_Problem description_
The copy must match the data word for word and contain no pictures.

START The data

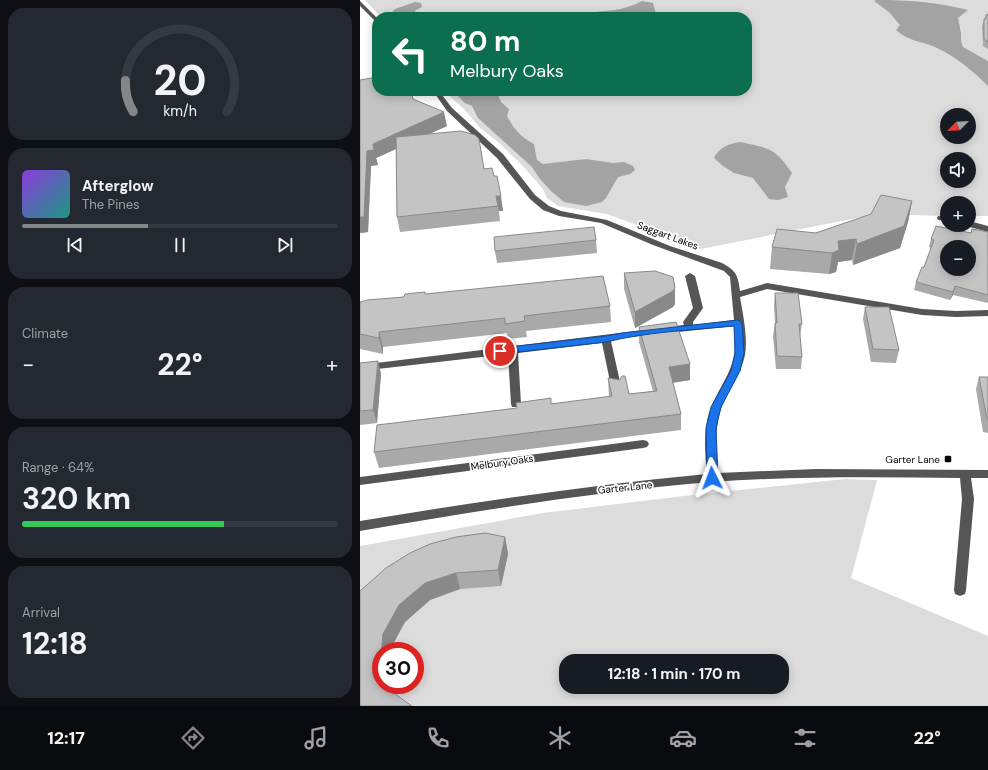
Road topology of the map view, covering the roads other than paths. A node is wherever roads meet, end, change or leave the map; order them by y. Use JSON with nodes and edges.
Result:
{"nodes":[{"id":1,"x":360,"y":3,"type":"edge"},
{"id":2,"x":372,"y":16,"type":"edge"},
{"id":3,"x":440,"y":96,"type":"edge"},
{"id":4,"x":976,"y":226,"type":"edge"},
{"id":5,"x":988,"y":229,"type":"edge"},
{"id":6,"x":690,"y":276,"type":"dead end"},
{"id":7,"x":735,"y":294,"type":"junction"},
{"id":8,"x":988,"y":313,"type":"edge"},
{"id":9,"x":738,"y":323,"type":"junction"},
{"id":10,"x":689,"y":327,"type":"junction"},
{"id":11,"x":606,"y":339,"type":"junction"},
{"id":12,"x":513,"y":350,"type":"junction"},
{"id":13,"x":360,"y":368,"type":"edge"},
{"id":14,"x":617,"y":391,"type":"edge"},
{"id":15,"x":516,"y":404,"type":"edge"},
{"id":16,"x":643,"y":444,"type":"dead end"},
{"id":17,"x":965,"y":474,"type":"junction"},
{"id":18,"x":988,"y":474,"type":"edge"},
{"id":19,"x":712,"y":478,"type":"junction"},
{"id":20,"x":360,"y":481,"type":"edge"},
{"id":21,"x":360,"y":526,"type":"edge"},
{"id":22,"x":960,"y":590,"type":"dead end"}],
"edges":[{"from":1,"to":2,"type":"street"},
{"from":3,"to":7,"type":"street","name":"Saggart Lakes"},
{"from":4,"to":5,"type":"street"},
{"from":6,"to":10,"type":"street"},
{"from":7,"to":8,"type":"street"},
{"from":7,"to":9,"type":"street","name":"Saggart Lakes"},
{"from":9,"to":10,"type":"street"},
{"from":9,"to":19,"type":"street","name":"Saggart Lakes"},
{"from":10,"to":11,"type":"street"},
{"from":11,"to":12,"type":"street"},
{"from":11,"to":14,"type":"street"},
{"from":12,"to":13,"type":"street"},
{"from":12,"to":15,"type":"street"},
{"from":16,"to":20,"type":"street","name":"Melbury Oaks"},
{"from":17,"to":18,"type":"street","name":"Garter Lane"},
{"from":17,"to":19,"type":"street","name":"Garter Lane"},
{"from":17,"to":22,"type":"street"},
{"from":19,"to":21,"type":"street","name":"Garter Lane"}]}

END The data

_Result below_
Road topology of the map view, covering the roads other than paths. A node is wherever roads meet, end, change or leave the map; order them by y. Use JSON with nodes and edges.
Result:
{"nodes":[{"id":1,"x":360,"y":3,"type":"edge"},
{"id":2,"x":372,"y":16,"type":"edge"},
{"id":3,"x":440,"y":96,"type":"edge"},
{"id":4,"x":976,"y":226,"type":"edge"},
{"id":5,"x":988,"y":229,"type":"edge"},
{"id":6,"x":690,"y":276,"type":"dead end"},
{"id":7,"x":735,"y":294,"type":"junction"},
{"id":8,"x":988,"y":313,"type":"edge"},
{"id":9,"x":738,"y":323,"type":"junction"},
{"id":10,"x":689,"y":327,"type":"junction"},
{"id":11,"x":606,"y":339,"type":"junction"},
{"id":12,"x":513,"y":350,"type":"junction"},
{"id":13,"x":360,"y":368,"type":"edge"},
{"id":14,"x":617,"y":391,"type":"edge"},
{"id":15,"x":516,"y":404,"type":"edge"},
{"id":16,"x":643,"y":444,"type":"dead end"},
{"id":17,"x":965,"y":474,"type":"junction"},
{"id":18,"x":988,"y":474,"type":"edge"},
{"id":19,"x":712,"y":478,"type":"junction"},
{"id":20,"x":360,"y":481,"type":"edge"},
{"id":21,"x":360,"y":526,"type":"edge"},
{"id":22,"x":960,"y":590,"type":"dead end"}],
"edges":[{"from":1,"to":2,"type":"street"},
{"from":3,"to":7,"type":"street","name":"Saggart Lakes"},
{"from":4,"to":5,"type":"street"},
{"from":6,"to":10,"type":"street"},
{"from":7,"to":8,"type":"street"},
{"from":7,"to":9,"type":"street","name":"Saggart Lakes"},
{"from":9,"to":10,"type":"street"},
{"from":9,"to":19,"type":"street","name":"Saggart Lakes"},
{"from":10,"to":11,"type":"street"},
{"from":11,"to":12,"type":"street"},
{"from":11,"to":14,"type":"street"},
{"from":12,"to":13,"type":"street"},
{"from":12,"to":15,"type":"street"},
{"from":16,"to":20,"type":"street","name":"Melbury Oaks"},
{"from":17,"to":18,"type":"street","name":"Garter Lane"},
{"from":17,"to":19,"type":"street","name":"Garter Lane"},
{"from":17,"to":22,"type":"street"},
{"from":19,"to":21,"type":"street","name":"Garter Lane"}]}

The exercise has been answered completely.